**Your instructions:** Where does the string "بهار" appear in the listing below? Copy every line where it does.

———

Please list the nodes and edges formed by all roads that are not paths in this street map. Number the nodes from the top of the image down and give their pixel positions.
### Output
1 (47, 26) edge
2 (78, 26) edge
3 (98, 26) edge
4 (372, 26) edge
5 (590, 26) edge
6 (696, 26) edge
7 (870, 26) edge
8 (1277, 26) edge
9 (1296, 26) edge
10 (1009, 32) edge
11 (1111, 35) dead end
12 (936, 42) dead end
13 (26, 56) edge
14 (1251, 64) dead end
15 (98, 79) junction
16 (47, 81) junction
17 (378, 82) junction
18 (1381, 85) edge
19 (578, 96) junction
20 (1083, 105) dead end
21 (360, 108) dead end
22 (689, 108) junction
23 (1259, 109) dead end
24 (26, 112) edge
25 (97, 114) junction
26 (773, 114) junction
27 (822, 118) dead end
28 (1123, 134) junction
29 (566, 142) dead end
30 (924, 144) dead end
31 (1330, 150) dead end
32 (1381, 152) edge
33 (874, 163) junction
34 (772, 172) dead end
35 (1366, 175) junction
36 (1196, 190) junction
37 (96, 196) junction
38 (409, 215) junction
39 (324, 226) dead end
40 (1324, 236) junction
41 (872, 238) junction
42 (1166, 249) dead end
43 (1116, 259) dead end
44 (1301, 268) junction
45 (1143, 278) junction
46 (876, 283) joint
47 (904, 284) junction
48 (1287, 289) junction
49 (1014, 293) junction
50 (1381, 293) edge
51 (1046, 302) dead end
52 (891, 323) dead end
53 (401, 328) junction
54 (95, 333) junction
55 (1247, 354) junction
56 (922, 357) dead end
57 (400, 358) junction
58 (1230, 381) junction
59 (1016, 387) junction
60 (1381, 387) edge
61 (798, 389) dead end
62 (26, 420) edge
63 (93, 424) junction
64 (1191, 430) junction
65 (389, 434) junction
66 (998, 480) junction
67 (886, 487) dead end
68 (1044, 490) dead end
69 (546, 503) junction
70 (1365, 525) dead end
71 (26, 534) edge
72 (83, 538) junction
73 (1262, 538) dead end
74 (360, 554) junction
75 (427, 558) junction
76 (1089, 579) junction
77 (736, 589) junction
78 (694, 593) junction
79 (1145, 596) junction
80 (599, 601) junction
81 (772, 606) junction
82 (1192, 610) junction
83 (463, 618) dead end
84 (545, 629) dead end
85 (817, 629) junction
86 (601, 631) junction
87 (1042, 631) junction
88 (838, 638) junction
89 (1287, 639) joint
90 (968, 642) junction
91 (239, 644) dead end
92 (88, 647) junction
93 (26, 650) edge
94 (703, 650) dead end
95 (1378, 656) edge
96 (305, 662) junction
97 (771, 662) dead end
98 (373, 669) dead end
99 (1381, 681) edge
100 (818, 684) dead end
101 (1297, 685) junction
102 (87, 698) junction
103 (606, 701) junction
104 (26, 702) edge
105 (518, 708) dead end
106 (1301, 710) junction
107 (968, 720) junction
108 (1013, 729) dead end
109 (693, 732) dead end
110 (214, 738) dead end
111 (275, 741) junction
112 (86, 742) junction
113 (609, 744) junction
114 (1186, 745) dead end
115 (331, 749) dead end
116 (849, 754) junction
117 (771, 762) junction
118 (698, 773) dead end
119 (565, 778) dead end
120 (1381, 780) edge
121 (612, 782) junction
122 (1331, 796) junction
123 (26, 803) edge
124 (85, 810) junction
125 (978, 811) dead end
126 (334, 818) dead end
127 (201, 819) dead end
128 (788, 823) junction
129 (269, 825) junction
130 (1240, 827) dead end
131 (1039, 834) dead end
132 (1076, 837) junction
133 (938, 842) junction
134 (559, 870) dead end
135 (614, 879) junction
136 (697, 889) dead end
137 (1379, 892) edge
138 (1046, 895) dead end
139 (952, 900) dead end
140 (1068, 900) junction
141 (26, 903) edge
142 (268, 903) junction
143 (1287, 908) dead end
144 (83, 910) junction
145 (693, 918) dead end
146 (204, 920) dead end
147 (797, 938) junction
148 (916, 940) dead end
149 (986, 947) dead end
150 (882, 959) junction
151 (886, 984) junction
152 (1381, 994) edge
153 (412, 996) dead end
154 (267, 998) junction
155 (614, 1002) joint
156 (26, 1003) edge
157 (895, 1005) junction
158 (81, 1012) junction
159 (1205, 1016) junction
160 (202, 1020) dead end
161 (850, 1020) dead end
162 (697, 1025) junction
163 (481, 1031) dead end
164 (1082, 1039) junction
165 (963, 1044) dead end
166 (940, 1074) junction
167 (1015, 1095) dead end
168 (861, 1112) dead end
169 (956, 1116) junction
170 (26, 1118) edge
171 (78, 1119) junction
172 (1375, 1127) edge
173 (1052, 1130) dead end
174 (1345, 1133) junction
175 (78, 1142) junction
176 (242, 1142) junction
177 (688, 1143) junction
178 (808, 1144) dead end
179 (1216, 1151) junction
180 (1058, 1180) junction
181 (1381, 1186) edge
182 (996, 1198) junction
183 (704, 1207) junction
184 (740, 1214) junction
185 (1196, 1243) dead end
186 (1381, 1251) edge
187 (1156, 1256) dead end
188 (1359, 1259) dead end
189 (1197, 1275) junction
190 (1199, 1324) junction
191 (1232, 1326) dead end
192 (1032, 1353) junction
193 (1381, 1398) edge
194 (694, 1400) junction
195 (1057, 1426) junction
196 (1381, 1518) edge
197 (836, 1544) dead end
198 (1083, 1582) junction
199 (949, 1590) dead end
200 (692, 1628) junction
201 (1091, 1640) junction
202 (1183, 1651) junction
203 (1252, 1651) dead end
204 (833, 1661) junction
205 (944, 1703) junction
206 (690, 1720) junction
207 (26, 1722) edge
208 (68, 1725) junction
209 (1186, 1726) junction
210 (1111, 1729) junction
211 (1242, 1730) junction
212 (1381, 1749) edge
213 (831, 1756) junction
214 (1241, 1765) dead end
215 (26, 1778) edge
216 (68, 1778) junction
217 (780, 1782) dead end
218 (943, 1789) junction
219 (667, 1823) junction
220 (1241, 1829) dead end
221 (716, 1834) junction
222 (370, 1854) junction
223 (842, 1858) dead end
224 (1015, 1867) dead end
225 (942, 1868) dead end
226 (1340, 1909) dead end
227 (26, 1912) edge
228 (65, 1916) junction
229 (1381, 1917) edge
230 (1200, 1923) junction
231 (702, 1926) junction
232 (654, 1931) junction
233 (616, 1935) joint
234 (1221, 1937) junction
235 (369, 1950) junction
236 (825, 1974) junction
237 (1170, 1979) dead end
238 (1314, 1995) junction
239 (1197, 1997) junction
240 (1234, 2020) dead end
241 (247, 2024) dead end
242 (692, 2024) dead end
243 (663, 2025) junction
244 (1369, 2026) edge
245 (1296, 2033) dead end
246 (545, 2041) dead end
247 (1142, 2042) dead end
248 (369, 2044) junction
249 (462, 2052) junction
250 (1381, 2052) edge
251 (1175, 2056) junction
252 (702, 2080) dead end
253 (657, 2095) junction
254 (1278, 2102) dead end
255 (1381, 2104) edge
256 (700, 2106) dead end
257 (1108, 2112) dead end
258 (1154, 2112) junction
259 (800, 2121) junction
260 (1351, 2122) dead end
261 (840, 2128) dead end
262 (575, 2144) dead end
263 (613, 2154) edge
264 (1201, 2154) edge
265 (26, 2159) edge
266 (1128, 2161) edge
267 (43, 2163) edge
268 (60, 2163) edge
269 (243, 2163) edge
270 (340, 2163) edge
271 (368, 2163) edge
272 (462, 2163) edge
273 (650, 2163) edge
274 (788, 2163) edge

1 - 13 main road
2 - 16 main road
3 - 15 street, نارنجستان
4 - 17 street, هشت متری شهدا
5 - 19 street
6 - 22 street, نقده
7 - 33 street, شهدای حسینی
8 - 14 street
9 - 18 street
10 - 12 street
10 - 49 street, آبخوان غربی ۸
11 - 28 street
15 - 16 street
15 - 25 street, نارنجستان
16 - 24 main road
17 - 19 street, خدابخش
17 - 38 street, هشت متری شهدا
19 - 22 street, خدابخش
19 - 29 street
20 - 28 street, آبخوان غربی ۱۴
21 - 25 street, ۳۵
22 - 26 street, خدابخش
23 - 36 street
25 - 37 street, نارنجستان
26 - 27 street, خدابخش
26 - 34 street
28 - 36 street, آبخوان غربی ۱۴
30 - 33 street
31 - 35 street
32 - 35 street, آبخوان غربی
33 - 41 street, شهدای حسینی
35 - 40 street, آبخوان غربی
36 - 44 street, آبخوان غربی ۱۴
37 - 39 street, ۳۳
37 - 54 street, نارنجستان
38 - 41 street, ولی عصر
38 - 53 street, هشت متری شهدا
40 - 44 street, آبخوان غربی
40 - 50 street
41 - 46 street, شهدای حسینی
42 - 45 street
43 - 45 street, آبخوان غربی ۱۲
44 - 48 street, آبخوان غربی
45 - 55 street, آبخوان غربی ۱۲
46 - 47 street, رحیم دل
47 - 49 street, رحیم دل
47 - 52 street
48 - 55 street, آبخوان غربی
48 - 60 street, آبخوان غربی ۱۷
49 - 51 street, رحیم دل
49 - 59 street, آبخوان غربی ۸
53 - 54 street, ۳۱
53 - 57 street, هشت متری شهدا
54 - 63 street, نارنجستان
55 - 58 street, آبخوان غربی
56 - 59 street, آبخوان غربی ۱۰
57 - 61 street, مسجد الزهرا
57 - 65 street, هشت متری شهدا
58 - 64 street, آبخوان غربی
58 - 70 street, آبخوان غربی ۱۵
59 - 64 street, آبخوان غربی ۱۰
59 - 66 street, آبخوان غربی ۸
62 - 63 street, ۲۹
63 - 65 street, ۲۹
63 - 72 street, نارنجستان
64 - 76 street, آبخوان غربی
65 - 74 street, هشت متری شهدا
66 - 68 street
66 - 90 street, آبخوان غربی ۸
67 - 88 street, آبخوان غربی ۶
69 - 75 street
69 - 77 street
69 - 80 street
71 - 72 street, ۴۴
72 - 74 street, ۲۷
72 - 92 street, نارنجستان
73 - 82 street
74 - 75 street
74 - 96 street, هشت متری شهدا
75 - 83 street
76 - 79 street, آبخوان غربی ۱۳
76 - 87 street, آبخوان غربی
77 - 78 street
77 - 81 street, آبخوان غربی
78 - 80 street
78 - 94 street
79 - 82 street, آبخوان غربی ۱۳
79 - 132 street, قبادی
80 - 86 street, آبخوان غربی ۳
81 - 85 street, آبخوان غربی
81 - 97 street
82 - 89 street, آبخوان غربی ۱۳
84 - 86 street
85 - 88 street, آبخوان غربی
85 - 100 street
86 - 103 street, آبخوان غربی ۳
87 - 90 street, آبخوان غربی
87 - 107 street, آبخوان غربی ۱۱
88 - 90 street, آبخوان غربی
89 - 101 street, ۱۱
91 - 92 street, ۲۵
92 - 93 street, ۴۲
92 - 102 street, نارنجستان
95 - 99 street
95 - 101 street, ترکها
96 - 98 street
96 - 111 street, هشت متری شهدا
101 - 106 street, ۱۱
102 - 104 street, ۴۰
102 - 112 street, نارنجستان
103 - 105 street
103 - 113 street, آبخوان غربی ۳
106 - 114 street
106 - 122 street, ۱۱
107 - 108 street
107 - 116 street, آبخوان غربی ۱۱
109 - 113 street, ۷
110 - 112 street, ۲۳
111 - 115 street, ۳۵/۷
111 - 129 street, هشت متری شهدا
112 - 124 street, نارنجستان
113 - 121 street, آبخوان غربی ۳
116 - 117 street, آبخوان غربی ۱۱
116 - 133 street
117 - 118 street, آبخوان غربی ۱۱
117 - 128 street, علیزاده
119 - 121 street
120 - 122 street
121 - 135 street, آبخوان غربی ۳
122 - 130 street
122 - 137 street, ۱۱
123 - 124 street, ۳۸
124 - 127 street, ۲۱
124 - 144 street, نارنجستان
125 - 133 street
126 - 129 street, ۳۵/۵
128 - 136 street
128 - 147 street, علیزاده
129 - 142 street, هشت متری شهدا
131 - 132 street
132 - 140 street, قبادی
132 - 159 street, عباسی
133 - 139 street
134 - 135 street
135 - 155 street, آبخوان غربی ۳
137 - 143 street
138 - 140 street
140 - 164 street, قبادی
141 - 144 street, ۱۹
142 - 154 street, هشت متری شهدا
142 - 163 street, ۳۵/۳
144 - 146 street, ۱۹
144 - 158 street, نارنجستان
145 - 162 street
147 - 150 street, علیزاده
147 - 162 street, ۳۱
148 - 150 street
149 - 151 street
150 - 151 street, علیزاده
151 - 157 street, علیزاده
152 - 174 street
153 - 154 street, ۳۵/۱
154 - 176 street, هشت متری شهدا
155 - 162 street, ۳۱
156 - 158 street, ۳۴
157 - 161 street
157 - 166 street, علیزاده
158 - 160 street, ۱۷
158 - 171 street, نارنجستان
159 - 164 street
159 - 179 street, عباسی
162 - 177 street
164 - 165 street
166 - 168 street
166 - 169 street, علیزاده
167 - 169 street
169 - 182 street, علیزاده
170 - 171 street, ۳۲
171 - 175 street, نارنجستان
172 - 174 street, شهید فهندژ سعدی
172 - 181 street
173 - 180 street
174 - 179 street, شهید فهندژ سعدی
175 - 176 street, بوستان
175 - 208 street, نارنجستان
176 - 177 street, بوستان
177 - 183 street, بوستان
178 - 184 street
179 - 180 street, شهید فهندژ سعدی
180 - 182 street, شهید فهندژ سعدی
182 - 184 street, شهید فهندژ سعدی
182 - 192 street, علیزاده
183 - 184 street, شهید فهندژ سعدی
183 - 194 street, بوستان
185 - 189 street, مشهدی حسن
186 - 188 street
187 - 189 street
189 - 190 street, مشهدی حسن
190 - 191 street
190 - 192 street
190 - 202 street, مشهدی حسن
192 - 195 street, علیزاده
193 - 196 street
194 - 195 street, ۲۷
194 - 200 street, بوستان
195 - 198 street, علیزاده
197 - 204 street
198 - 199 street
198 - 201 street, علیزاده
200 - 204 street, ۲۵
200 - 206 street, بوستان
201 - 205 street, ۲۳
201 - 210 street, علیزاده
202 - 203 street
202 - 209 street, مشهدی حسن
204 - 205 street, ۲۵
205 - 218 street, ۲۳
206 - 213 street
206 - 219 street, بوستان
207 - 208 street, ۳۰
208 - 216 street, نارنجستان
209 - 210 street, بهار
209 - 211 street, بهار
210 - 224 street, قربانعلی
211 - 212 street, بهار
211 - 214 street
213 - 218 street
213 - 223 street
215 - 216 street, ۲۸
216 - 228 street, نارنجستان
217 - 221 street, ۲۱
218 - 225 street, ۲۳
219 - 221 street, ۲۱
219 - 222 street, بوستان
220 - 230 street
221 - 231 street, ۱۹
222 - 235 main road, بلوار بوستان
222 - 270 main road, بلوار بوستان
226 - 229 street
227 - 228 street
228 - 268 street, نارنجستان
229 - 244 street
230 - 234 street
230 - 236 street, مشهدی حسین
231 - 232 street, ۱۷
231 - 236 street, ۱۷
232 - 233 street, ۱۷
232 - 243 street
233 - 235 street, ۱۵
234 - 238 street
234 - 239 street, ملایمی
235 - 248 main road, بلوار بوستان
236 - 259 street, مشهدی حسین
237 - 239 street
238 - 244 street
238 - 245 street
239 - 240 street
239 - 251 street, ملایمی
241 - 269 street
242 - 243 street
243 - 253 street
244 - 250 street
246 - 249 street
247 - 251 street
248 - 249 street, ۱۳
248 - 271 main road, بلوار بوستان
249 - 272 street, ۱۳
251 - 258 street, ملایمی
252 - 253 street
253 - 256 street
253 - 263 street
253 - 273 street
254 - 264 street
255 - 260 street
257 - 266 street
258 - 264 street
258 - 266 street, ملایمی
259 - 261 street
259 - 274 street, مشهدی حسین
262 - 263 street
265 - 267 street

———

**Problem solution:**
209 - 210 street, بهار
209 - 211 street, بهار
211 - 212 street, بهار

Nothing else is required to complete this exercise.